Task instructions: Below are records to repeat exactly; do not include any pictures.

Excerpted data: Begin

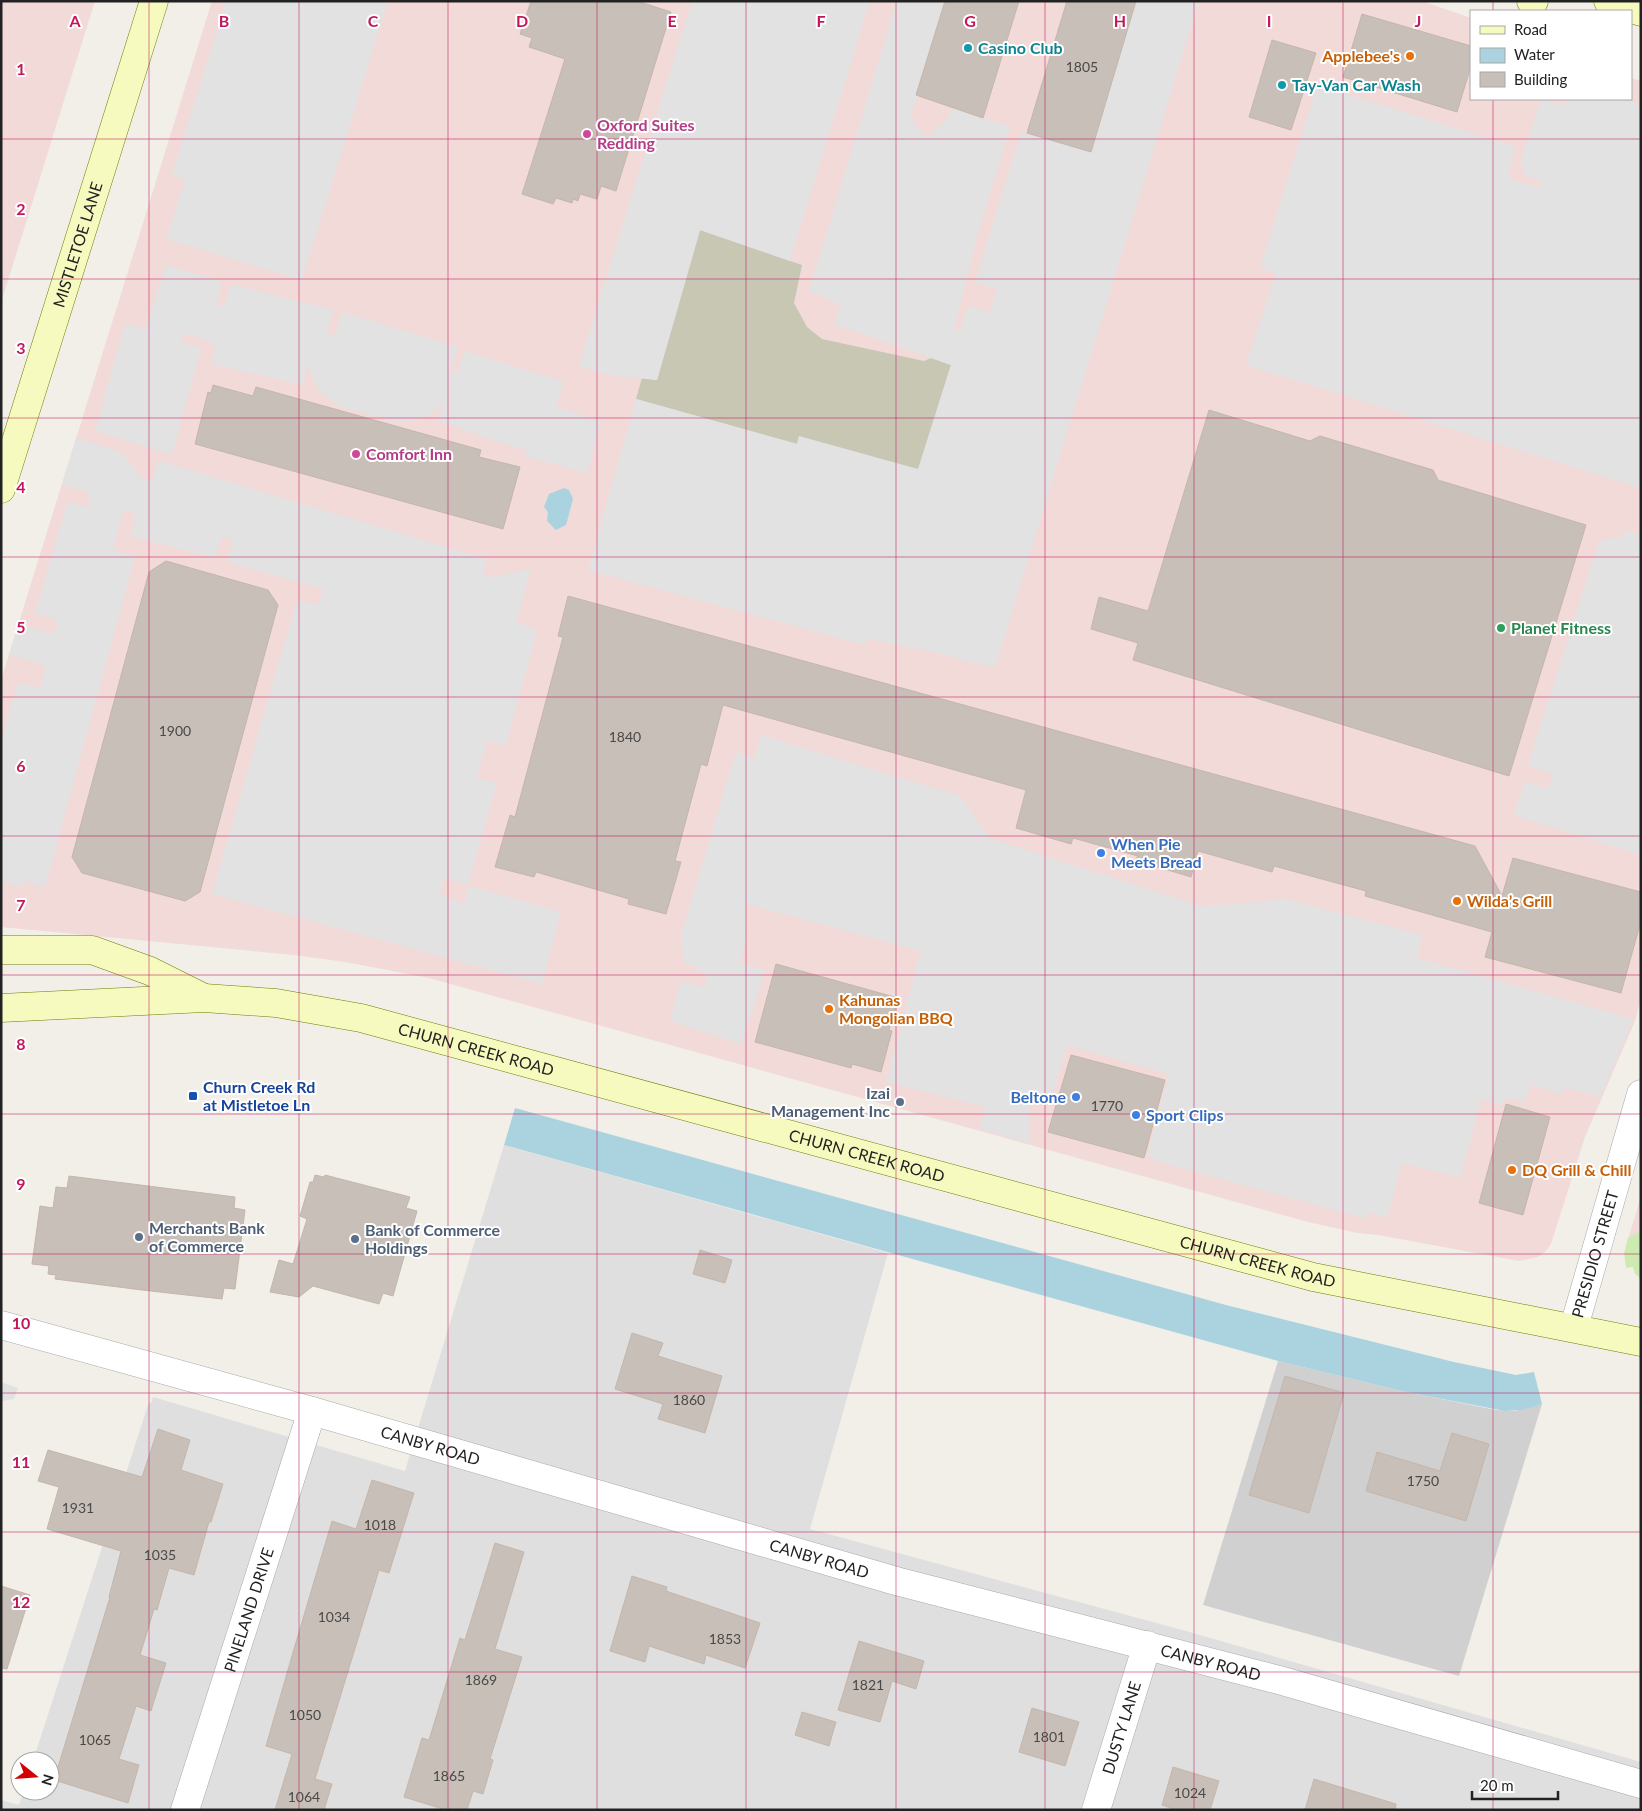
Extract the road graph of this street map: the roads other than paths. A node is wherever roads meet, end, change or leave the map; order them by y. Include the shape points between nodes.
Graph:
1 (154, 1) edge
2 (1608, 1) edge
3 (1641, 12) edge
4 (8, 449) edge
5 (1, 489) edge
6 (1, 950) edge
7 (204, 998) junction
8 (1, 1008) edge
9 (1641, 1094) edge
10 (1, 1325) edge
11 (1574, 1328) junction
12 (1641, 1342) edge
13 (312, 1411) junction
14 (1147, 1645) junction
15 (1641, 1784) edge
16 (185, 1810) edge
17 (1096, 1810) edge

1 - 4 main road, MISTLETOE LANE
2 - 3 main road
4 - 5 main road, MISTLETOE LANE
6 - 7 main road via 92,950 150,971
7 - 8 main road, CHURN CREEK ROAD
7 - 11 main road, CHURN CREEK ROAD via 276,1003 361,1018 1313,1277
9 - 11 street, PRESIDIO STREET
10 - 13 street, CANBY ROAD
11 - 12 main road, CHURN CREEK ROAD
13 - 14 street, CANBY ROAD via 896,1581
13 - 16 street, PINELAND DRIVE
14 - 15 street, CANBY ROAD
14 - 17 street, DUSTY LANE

Excerpted data: End

Answer to the problem:
Extract the road graph of this street map: the roads other than paths. A node is wherever roads meet, end, change or leave the map; order them by y. Include the shape points between nodes.
Graph:
1 (154, 1) edge
2 (1608, 1) edge
3 (1641, 12) edge
4 (8, 449) edge
5 (1, 489) edge
6 (1, 950) edge
7 (204, 998) junction
8 (1, 1008) edge
9 (1641, 1094) edge
10 (1, 1325) edge
11 (1574, 1328) junction
12 (1641, 1342) edge
13 (312, 1411) junction
14 (1147, 1645) junction
15 (1641, 1784) edge
16 (185, 1810) edge
17 (1096, 1810) edge

1 - 4 main road, MISTLETOE LANE
2 - 3 main road
4 - 5 main road, MISTLETOE LANE
6 - 7 main road via 92,950 150,971
7 - 8 main road, CHURN CREEK ROAD
7 - 11 main road, CHURN CREEK ROAD via 276,1003 361,1018 1313,1277
9 - 11 street, PRESIDIO STREET
10 - 13 street, CANBY ROAD
11 - 12 main road, CHURN CREEK ROAD
13 - 14 street, CANBY ROAD via 896,1581
13 - 16 street, PINELAND DRIVE
14 - 15 street, CANBY ROAD
14 - 17 street, DUSTY LANE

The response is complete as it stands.